▶ What the exercise asks
Among the entries below, how many lines have the string "Required" in them? Only the number should be given.

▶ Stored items
=== Begin Enclosure ===

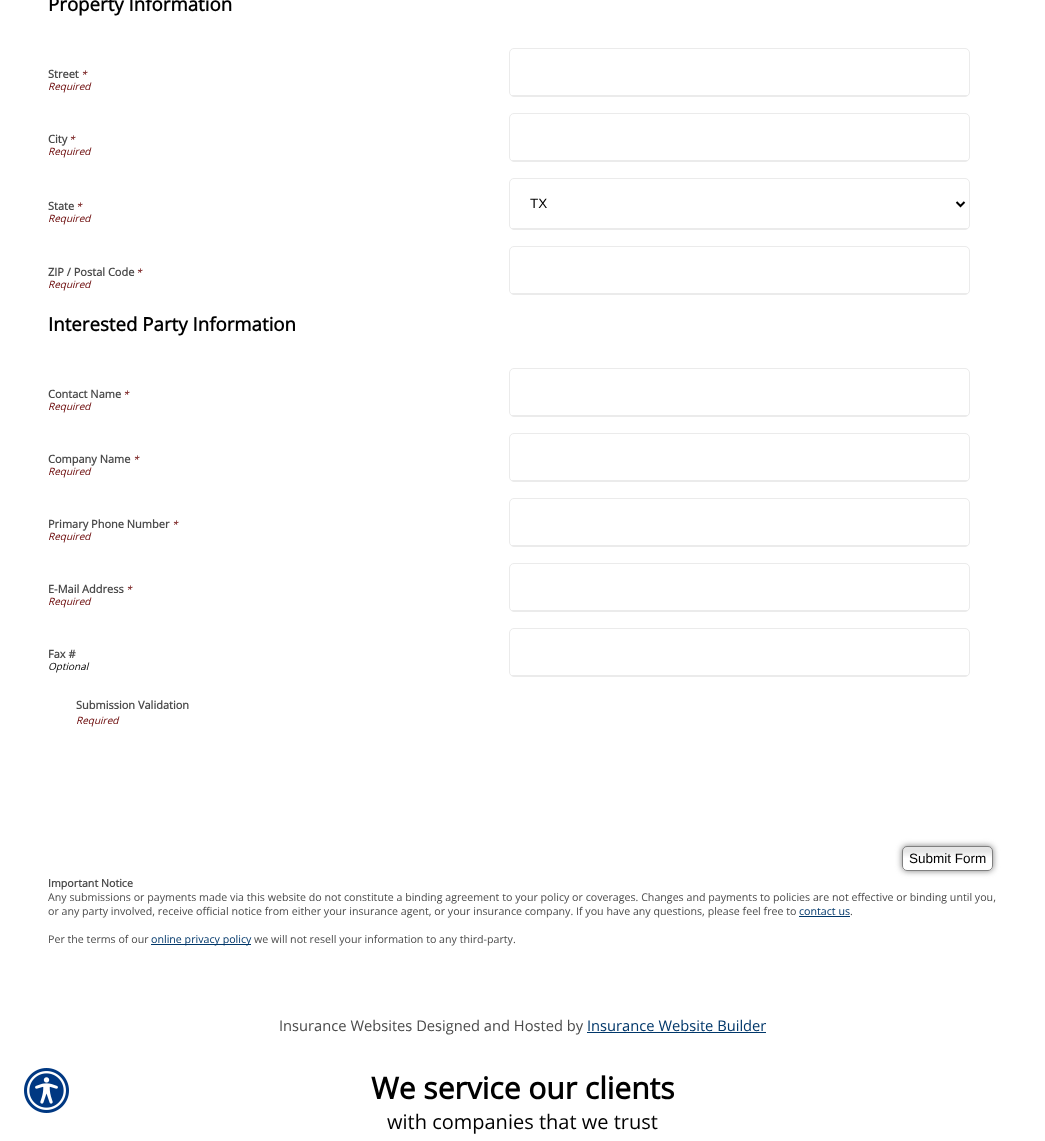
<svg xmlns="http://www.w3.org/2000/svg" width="1045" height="1141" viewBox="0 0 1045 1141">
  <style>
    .t1 { font: bold 18.7px Open Sans; fill: #000; }
    .t2 { font: bold 11px Open Sans; fill: #4b4b4b; }
    .t3 { font: italic 10px Open Sans; fill: #600; }
    .t4 { font: 13.5px Liberation Sans; fill: #000; }
    .t5 { font: italic 10px Open Sans; fill: #000; }
    .t6 { font: bold 10.67px Open Sans; fill: #4b4b4b; }
    .t7 { font: 10.67px Open Sans; fill: #4b4b4b; }
    .t8 { font: 10.67px Open Sans; fill: #00376a; }
    .t9 { font: 14.7px Open Sans; fill: #4b4b4b; }
    .t10 { font: 14.7px Open Sans; fill: #00376a; }
    .t11 { font: bold 30px Open Sans; fill: #000; }
    .t12 { font: 20px Open Sans; fill: #000; }
  </style>
  <rect width="100%" height="100%" fill="#fff"/>
  <image x="24" y="1068" width="45" height="45" href="images/1.png"/>
  <text x="48" y="11" class="t1">Property Information</text>
  <text x="48" y="78" class="t2">Street</text>
  <text x="48" y="90" class="t3">Required</text>
  <text x="81" y="78" class="t3">*</text>
  <rect x="509.5" y="48.5" width="460" height="48" rx="4.5" fill="none" stroke="#ebebeb"/>
  <rect x="512" y="95" width="456" height="1" fill="#ebebeb"/>
  <text x="48" y="143" class="t2">City</text>
  <text x="48" y="155" class="t3">Required</text>
  <text x="69" y="143" class="t3">*</text>
  <rect x="509.5" y="113.5" width="460" height="48" rx="4.5" fill="none" stroke="#ebebeb"/>
  <rect x="512" y="160" width="456" height="1" fill="#ebebeb"/>
  <text x="48" y="210" class="t2">State</text>
  <text x="48" y="222" class="t3">Required</text>
  <text x="76" y="210" class="t3">*</text>
  <rect x="509.5" y="178.5" width="460" height="51" rx="4.5" fill="none" stroke="#ebebeb"/>
  <rect x="512" y="228" width="456" height="1" fill="#ebebeb"/>
  <path d="M956.5 202L960.5 206L964.5 202" fill="none" stroke="#000" stroke-width="2"/>
  <text x="530" y="208" class="t4">TX</text>
  <text x="48" y="276" class="t2">ZIP / Postal Code</text>
  <text x="48" y="288" class="t3">Required</text>
  <text x="136" y="276" class="t3">*</text>
  <rect x="509.5" y="246.5" width="460" height="48" rx="4.5" fill="none" stroke="#ebebeb"/>
  <rect x="512" y="293" width="456" height="1" fill="#ebebeb"/>
  <text x="48" y="331" class="t1">Interested Party Information</text>
  <text x="48" y="398" class="t2">Contact Name</text>
  <text x="48" y="410" class="t3">Required</text>
  <text x="123" y="398" class="t3">*</text>
  <rect x="509.5" y="368.5" width="460" height="48" rx="4.5" fill="none" stroke="#ebebeb"/>
  <rect x="512" y="415" width="456" height="1" fill="#ebebeb"/>
  <text x="48" y="463" class="t2">Company Name</text>
  <text x="48" y="475" class="t3">Required</text>
  <text x="133" y="463" class="t3">*</text>
  <rect x="509.5" y="433.5" width="460" height="48" rx="4.5" fill="none" stroke="#ebebeb"/>
  <rect x="512" y="480" width="456" height="1" fill="#ebebeb"/>
  <text x="48" y="528" class="t2">Primary Phone Number</text>
  <text x="48" y="540" class="t3">Required</text>
  <text x="172" y="528" class="t3">*</text>
  <rect x="509.5" y="498.5" width="460" height="48" rx="4.5" fill="none" stroke="#ebebeb"/>
  <rect x="512" y="545" width="456" height="1" fill="#ebebeb"/>
  <text x="48" y="593" class="t2">E-Mail Address</text>
  <text x="48" y="605" class="t3">Required</text>
  <text x="126" y="593" class="t3">*</text>
  <rect x="509.5" y="563.5" width="460" height="48" rx="4.5" fill="none" stroke="#ebebeb"/>
  <rect x="512" y="610" width="456" height="1" fill="#ebebeb"/>
  <text x="48" y="658" class="t2">Fax #</text>
  <text x="48" y="670" class="t5">Optional</text>
  <rect x="509.5" y="628.5" width="460" height="48" rx="4.5" fill="none" stroke="#ebebeb"/>
  <rect x="512" y="675" width="456" height="1" fill="#ebebeb"/>
  <text x="76" y="709" class="t2">Submission Validation</text>
  <text x="76" y="724" class="t3">Required</text>
  <rect x="902" y="846" width="91" height="25" rx="5" fill="#808080" filter="blur(3px)"/>
  <image x="902" y="847" width="91" height="24" href="images/2.png"/>
  <rect x="902.5" y="846.5" width="90" height="24" rx="4.5" fill="none" stroke="#808080"/>
  <text x="909" y="863" class="t4">Submit Form</text>
  <text x="48" y="887" class="t6">Important Notice</text>
  <text x="48" y="901" class="t7">Any submissions or payments made via this website do not constitute a binding agreement to your policy or coverages. Changes and payments to policies are not effective or binding until you,</text>
  <text x="48" y="915" class="t7">or any party involved, receive official notice from either your insurance agent, or your insurance company. If you have any questions, please feel free to</text>
  <text x="799" y="915" class="t8">contact us</text>
  <rect x="799" y="916" width="51" height="1" fill="#00376a"/>
  <text x="850" y="915" class="t7">.</text>
  <text x="48" y="943" class="t7">Per the terms of our</text>
  <rect x="151" y="944" width="100" height="1" fill="#00376a"/>
  <text x="151" y="943" class="t8">online privacy policy</text>
  <text x="254" y="943" class="t7">we will not resell your information to any third-party.</text>
  <text x="279" y="1031" class="t9">Insurance Websites Designed and Hosted by</text>
  <text x="587" y="1031" class="t10">Insurance Website Builder</text>
  <rect x="587" y="1032" width="179" height="1" fill="#00376a"/>
  <text x="371" y="1099" class="t11">We service our clients</text>
  <text x="387" y="1129" class="t12">with companies that we trust</text>
</svg>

=== End Enclosure ===

▶ Expected answer
9